The state of the bath water when i was bathing him was horrid :lol:

He wasnt even botherd about the shower or hair dryer either.

Someone is going to get a lovely guinea pig


----------



## zany_toon (Jan 30, 2009)

Wowsers!! You;ve made some difference in him already!! I wouldn't have believed that was the same piggy! Now you just need to find a GP lover who is also a hairdresser to keep Wiggy up to his new couture standards


----------



## Argent (Oct 18, 2009)

Ohhh if I could only have a piggy >.< I'd snap him right up!!!


----------



## niki87 (Nov 18, 2009)

Hehe Would love to have intro'd him with my two boys...but that would upset the balance I think and I can't risk it. But he is one impressive piggy. How did you acquire him? xx


----------



## Yorkshire_Rose (Aug 5, 2009)

niki87 said:


> Hehe Would love to have intro'd him with my two boys...but that would upset the balance I think and I can't risk it. But he is one impressive piggy. How did you acquire him? xx


Person came to kennels wanting rid of it kids lost intrest......


----------



## niki87 (Nov 18, 2009)

Yorkshire_Rose said:


> Person came to kennels wanting rid of it kids lost intrest......

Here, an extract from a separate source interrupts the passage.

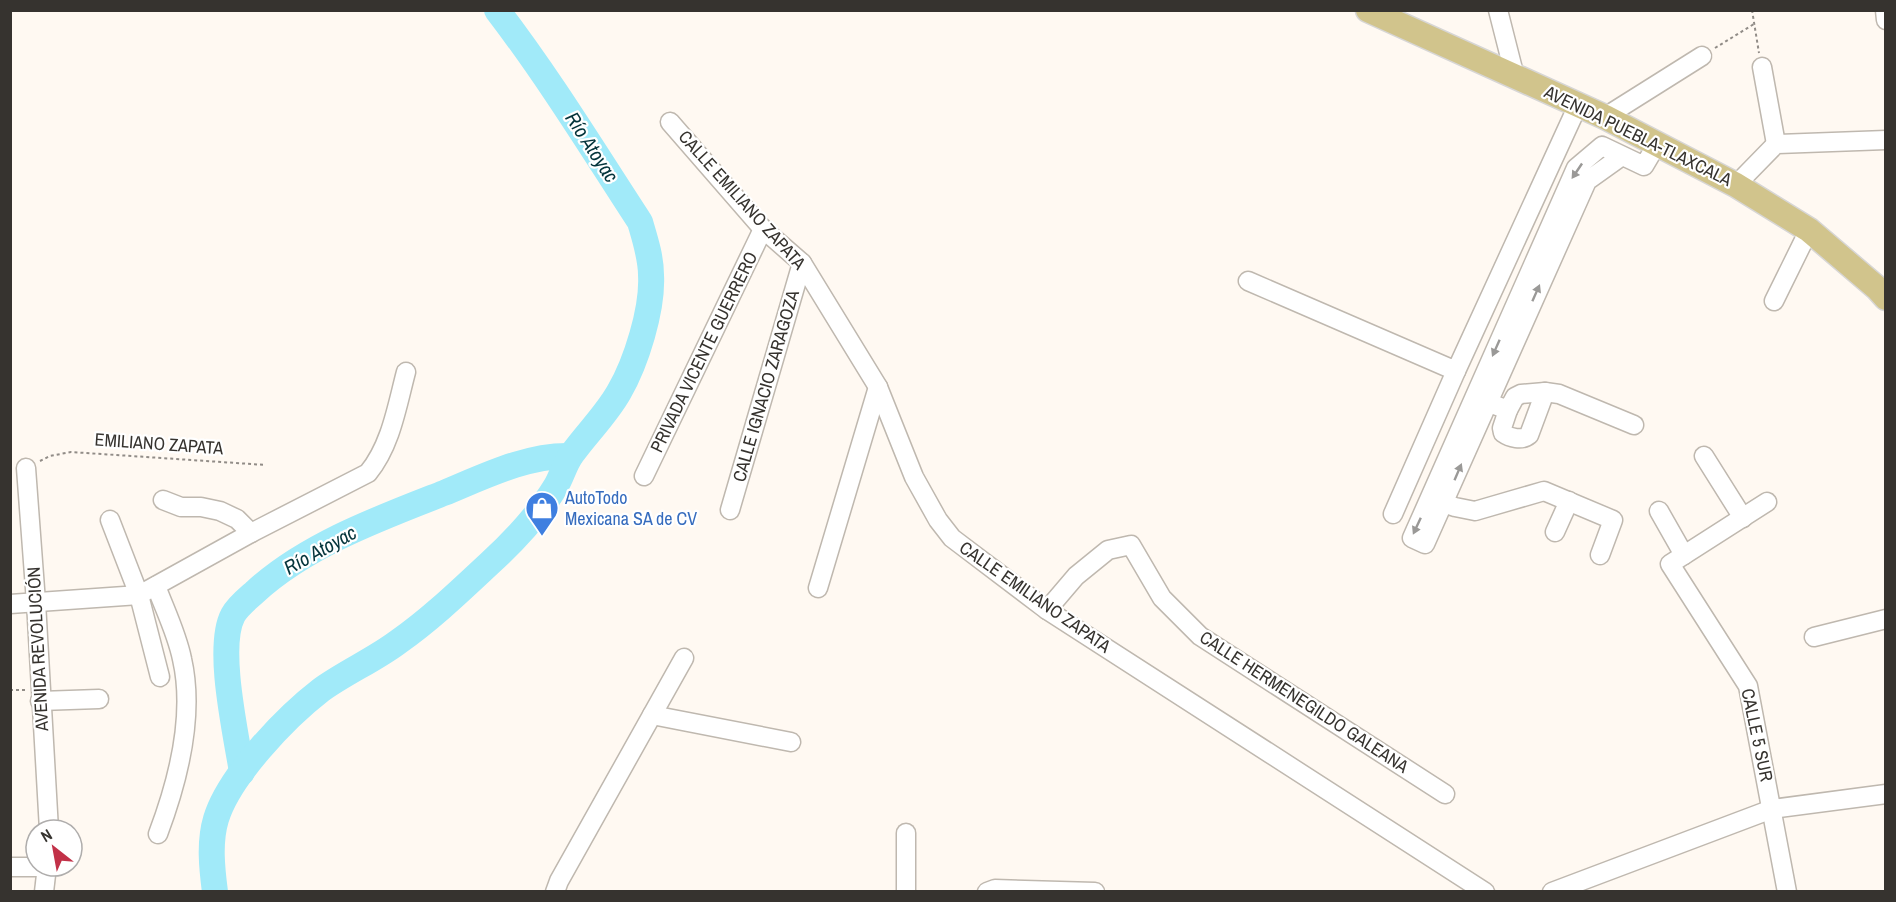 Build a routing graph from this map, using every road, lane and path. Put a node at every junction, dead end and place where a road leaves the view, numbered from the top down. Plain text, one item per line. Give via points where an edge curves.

Awww poor thing! Well well done you! xx


----------



## SophieCyde (Oct 24, 2010)

must.resist.urge.for.more.piggies. :scared:

.....where is he at (location wise )

*hopes he is very far away so I can't kidnap him*


----------



## Yorkshire_Rose (Aug 5, 2009)

SophieCyde said:


> must.resist.urge.for.more.piggies. :scared:
> 
> .....where is he at (location wise )
> 
> *hopes he is very far away so I can't kidnap him*


Wakefield, West Yorkshire.

But i can probly get him anywhere int he country :thumbup:


----------



## SophieCyde (Oct 24, 2010)

Yorkshire_Rose said:


> Wakefield, West Yorkshire.
> 
> But i can probly get him anywhere int he country :thumbup:


Don't say that  :thumbup:

he's a real beauty though ... surely there is room at my inn 

hmm ..... I'll have to ask the inkeepers (or as they like to be called parents)


----------



## Yorkshire_Rose (Aug 5, 2009)

SophieCyde said:


> Don't say that  :thumbup:
> 
> he's a real beauty though ... surely there is room at my inn
> 
> hmm ..... I'll have to ask the inkeepers (or as they like to be called parents)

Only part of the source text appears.